Your objective: Restate each entry exactly, without pictures.

Data for review:
-----

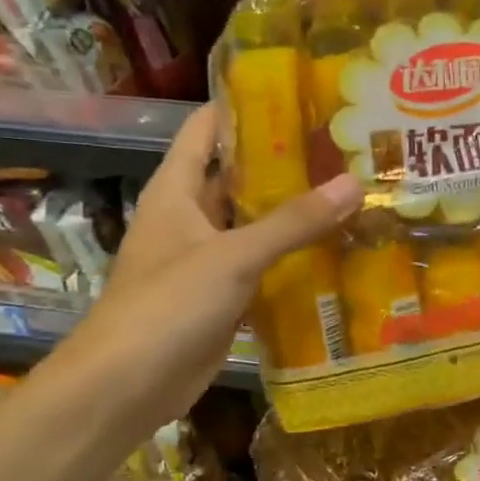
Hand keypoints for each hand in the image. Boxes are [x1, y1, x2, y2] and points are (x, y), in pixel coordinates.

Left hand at [66, 103, 361, 422]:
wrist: (126, 387)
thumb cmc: (167, 306)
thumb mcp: (232, 256)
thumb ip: (292, 222)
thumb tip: (353, 183)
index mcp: (177, 192)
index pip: (206, 131)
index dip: (242, 108)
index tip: (296, 93)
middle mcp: (190, 218)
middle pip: (238, 178)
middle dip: (285, 164)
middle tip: (344, 148)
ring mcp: (207, 260)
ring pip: (256, 225)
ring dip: (294, 214)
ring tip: (352, 193)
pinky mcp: (223, 298)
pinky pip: (263, 268)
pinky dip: (293, 259)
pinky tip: (337, 252)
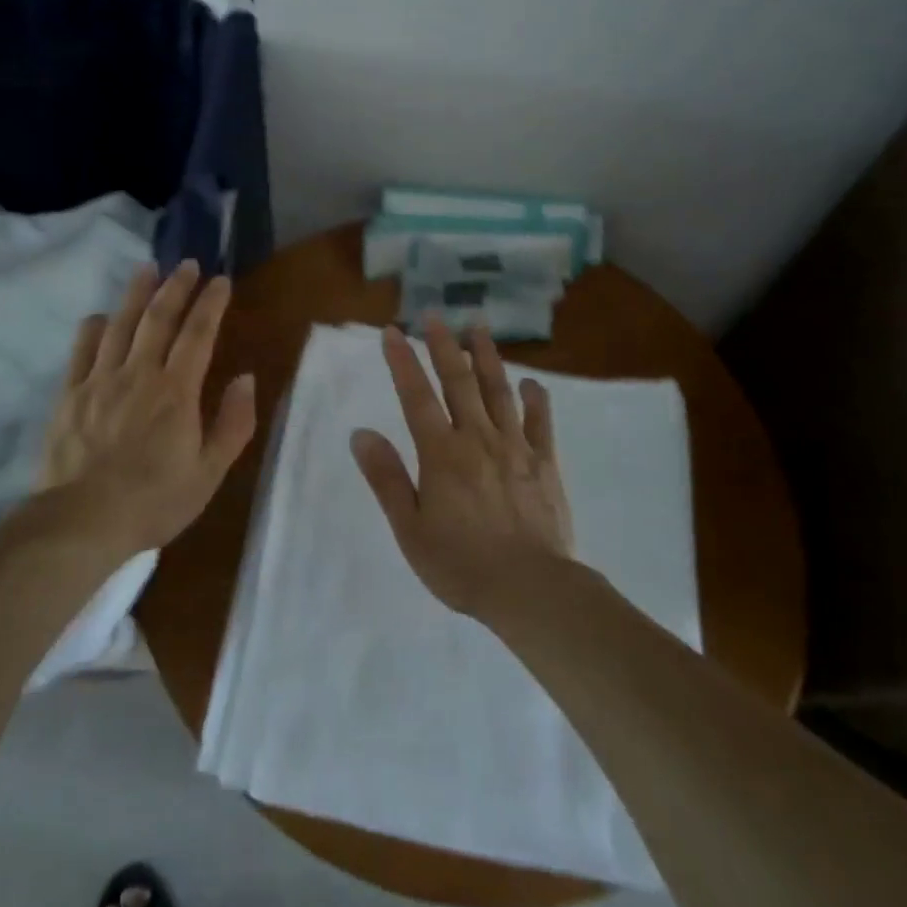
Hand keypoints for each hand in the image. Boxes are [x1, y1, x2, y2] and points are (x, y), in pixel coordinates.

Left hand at [42, 259, 255, 554]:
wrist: (82, 521)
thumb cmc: (154, 500)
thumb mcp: (209, 472)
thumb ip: (232, 423)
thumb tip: (246, 378)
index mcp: (177, 391)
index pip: (198, 334)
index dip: (211, 303)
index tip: (221, 280)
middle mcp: (139, 373)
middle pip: (159, 318)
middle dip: (176, 287)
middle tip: (187, 263)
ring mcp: (100, 380)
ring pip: (121, 324)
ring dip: (136, 294)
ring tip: (147, 269)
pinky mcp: (70, 394)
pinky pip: (82, 349)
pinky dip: (94, 327)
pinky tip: (101, 317)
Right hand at [352, 317, 572, 617]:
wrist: (531, 590)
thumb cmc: (461, 563)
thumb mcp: (410, 528)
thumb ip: (386, 478)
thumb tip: (361, 433)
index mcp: (442, 453)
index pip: (416, 396)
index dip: (402, 361)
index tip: (392, 331)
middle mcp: (477, 438)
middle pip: (458, 382)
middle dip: (444, 345)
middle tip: (435, 315)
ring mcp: (515, 447)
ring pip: (499, 391)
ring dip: (487, 357)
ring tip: (479, 328)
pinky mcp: (545, 463)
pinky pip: (540, 423)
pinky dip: (536, 399)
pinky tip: (532, 382)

-----

Solution:
Hand keypoints for each hand in the image. Boxes are [x1, y1, x2, y2] and points are (x, y), in pixel coordinates.

Left hand at [66, 103, 361, 422]:
wrist: (126, 387)
thumb cmc: (167, 306)
thumb mcp: (232, 256)
thumb ip: (292, 222)
thumb tip: (353, 183)
index mcp: (177, 192)
index pip: (206, 131)
index dip: (242, 108)
index tip: (296, 93)
middle mcp: (190, 218)
middle pip: (238, 178)
middle dip: (285, 164)
middle tip: (344, 148)
ring mcp: (207, 260)
ring pip: (256, 225)
ring dip: (294, 214)
ring tip: (352, 193)
pinky mcp: (223, 298)
pinky pip: (263, 268)
pinky dip: (293, 259)
pinky tip: (337, 252)
Hand keypoints for each hand in the image. Boxes are [x1, y1, x2, y2] and points are (x, y), in pixel coordinates.

Left hand at [42, 259, 255, 554]:
wrist: (82, 521)
thumb cmc: (154, 500)
thumb mcp: (209, 472)
thumb ip: (232, 423)
thumb tip: (246, 378)
index mcp: (177, 391)
index pip: (198, 334)
index dip: (211, 303)
index tip: (221, 280)
middle mcp: (139, 373)
middle pip: (159, 318)
middle dip: (176, 287)
middle tip: (187, 263)
ring mcp: (100, 380)
ring pip: (121, 324)
ring dip: (136, 294)
ring tip: (147, 269)
pinky mcp: (70, 394)
pinky pip: (82, 349)
pinky dip: (94, 327)
pinky tip: (101, 317)
Right hand at [352, 317, 572, 617]:
wrist: (531, 590)
thumb cmc: (461, 563)
thumb mcp: (410, 528)
thumb ip: (386, 478)
thumb tip: (361, 433)
index mcp: (442, 453)
index pip: (416, 396)
index dip: (402, 361)
index tip: (392, 331)
middle mcp: (477, 438)
middle pip: (458, 382)
middle dip: (444, 345)
middle tip: (435, 315)
ring mcp: (515, 447)
ring pip: (499, 391)
ring dip: (487, 357)
ring tip: (479, 328)
pinky mcp: (545, 463)
pinky pip: (540, 423)
pinky dip: (536, 399)
pinky tip: (532, 382)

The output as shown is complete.